Ici, l’appropriation fonctionne comme une stratégie narrative d’un monde de l’entre-deux, à l’image de ceux qui partagent son expérience d’une vie entre-deux rives. Formée à devenir artiste en France, Maya Inès Touam interroge la valeur du patrimoine légué et questionne sa place face au canon. Quel espace créatif est-il possible de façonner pour une femme artiste et une enfant d’immigrés ? À cette fin, Touam coopte les procédés et pratiques du 16e et 20e siècles — allant de l’iconographie religieuse aux expérimentations colorées du fauvisme — mais renverse les codes du sacré à la faveur du incroyablement profane.

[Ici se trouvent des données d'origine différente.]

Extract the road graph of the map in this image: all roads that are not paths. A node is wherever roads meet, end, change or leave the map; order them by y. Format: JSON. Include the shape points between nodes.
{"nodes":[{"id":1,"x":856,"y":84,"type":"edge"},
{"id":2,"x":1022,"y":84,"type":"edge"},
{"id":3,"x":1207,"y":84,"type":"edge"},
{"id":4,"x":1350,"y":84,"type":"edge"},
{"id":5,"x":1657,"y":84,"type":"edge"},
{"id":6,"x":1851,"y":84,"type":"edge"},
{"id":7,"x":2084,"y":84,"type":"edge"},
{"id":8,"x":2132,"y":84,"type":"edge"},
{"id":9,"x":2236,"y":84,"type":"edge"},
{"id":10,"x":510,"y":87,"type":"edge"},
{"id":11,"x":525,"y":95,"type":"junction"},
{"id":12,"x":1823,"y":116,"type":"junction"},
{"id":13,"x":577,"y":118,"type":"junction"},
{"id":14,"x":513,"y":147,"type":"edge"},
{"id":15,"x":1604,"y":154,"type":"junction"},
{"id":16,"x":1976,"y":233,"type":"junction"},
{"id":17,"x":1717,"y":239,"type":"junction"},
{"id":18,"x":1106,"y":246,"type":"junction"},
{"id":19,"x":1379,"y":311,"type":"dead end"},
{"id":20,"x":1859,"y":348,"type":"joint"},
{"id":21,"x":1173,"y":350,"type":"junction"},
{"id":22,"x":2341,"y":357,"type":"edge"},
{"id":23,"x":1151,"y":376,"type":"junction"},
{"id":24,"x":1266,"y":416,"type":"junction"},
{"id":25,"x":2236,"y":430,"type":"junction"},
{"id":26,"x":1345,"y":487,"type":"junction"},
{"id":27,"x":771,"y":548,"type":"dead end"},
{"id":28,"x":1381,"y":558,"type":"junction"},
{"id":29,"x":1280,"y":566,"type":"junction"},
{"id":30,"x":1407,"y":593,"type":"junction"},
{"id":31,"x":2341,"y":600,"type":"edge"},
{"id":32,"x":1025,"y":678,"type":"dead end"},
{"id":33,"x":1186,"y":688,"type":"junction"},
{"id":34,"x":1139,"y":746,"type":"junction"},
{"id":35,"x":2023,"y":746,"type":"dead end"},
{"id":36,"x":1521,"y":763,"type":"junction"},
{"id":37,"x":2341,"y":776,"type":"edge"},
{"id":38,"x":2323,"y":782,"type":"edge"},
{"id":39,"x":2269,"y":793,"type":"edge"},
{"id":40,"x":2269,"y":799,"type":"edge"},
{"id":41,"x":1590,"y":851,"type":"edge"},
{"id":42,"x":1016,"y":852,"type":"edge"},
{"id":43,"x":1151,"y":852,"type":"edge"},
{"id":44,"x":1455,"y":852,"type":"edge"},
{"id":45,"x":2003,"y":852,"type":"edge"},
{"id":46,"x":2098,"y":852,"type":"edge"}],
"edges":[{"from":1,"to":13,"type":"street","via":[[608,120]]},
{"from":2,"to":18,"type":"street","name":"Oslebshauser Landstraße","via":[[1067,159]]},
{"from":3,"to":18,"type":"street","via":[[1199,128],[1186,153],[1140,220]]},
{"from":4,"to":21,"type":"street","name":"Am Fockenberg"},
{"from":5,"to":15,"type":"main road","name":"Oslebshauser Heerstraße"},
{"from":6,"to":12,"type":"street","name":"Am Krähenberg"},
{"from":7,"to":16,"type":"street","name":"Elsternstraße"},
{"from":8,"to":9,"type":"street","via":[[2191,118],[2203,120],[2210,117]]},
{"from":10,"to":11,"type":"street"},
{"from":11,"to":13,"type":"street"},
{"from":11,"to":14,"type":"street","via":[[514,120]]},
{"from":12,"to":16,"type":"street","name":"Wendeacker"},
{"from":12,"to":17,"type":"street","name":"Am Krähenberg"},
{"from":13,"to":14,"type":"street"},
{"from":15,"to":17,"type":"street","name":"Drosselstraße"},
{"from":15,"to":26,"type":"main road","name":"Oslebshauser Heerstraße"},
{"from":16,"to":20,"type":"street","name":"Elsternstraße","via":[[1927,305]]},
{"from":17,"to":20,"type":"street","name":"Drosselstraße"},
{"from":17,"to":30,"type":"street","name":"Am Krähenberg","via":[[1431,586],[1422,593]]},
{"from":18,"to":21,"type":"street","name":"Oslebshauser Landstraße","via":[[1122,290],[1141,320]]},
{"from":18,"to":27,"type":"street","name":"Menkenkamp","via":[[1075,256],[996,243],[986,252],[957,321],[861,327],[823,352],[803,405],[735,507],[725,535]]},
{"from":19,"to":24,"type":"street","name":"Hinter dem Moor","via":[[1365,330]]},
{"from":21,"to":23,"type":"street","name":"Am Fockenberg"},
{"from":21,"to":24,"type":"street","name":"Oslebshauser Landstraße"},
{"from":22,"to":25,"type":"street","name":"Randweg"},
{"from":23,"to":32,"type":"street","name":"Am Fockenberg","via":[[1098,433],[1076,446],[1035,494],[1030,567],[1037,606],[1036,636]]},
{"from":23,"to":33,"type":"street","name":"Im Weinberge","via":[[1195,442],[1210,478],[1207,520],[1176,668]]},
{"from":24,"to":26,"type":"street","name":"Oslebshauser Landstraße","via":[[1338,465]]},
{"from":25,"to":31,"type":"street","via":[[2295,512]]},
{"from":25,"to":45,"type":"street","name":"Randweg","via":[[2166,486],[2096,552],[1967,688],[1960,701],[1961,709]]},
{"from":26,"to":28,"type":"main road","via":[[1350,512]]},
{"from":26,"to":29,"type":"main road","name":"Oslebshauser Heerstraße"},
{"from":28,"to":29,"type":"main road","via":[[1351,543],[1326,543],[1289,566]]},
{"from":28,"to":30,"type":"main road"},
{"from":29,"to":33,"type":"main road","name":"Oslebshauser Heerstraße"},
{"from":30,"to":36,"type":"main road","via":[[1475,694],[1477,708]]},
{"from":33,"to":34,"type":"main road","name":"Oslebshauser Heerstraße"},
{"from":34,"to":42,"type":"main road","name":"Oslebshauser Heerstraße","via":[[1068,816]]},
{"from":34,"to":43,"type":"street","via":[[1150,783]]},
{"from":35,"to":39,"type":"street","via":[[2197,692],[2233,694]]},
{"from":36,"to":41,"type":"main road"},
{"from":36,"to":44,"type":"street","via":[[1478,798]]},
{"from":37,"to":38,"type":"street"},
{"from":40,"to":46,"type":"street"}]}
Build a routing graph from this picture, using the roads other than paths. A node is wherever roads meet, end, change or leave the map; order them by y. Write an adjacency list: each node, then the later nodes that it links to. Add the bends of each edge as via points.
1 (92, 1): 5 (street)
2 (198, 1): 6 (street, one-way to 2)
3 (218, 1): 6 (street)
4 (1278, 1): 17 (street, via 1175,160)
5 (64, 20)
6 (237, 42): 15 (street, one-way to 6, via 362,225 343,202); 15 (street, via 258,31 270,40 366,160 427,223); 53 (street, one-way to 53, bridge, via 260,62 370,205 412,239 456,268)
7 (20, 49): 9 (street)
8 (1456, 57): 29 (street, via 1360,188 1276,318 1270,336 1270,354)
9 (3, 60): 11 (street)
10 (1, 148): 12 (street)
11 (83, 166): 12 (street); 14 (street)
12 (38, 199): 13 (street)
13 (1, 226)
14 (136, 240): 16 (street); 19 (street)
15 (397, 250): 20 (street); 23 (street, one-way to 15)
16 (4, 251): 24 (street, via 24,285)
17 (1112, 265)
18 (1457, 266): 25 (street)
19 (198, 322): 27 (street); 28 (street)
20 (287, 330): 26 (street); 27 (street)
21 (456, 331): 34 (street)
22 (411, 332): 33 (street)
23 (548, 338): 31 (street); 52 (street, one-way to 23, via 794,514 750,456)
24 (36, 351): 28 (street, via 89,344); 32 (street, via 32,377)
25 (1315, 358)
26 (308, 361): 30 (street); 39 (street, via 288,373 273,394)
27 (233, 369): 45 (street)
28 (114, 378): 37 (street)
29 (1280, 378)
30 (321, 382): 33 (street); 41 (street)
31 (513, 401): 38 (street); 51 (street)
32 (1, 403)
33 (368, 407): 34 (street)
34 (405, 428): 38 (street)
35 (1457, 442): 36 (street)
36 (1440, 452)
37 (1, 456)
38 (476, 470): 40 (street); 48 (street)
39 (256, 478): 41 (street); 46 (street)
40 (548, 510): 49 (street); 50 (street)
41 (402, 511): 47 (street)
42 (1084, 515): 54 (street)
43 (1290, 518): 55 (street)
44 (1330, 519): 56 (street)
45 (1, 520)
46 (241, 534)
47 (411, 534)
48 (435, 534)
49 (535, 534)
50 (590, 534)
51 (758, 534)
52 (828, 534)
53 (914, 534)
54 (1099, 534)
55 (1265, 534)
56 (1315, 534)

« Les Choses qui restent » propose une somme d’objets hantés par leurs valeurs culturelles et convoqués pour leur symbolisme. À travers ce qu’elle nomme son « fauvisme photographique », Touam propose un nouveau vocabulaire visuel, ludique et rhizomique; une rencontre entre histoire, moment contemporain et imagination d’un futur sans centre ni périphéries.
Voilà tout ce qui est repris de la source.